Within the records that follow, find every line containing the string "hand". Copy those lines.

▶ _Extracted data entries_:
'''
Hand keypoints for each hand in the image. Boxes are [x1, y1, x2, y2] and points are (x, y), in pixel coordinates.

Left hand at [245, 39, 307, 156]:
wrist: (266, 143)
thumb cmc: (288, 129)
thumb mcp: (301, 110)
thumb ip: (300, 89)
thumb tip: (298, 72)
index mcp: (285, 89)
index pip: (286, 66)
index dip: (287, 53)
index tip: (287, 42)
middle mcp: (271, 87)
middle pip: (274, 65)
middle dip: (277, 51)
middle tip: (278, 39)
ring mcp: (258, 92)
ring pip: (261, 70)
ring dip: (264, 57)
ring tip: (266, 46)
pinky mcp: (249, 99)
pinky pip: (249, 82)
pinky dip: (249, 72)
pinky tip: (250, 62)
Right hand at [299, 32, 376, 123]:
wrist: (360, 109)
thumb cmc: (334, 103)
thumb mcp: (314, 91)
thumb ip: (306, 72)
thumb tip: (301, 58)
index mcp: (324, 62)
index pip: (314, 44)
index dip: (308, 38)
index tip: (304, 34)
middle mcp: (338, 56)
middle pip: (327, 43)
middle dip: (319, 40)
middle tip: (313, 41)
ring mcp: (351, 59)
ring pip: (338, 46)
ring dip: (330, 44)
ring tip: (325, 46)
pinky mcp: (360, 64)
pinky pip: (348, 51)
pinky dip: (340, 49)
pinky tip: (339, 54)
'''
▶ _RESPONSE AREA_:
Hand keypoints for each hand in the image. Boxes are [x1, y1, x2, y2] and points are (x, y), in pixel coordinates.
Left hand at [245, 39, 307, 156]:
Right hand at [299, 32, 376, 123]:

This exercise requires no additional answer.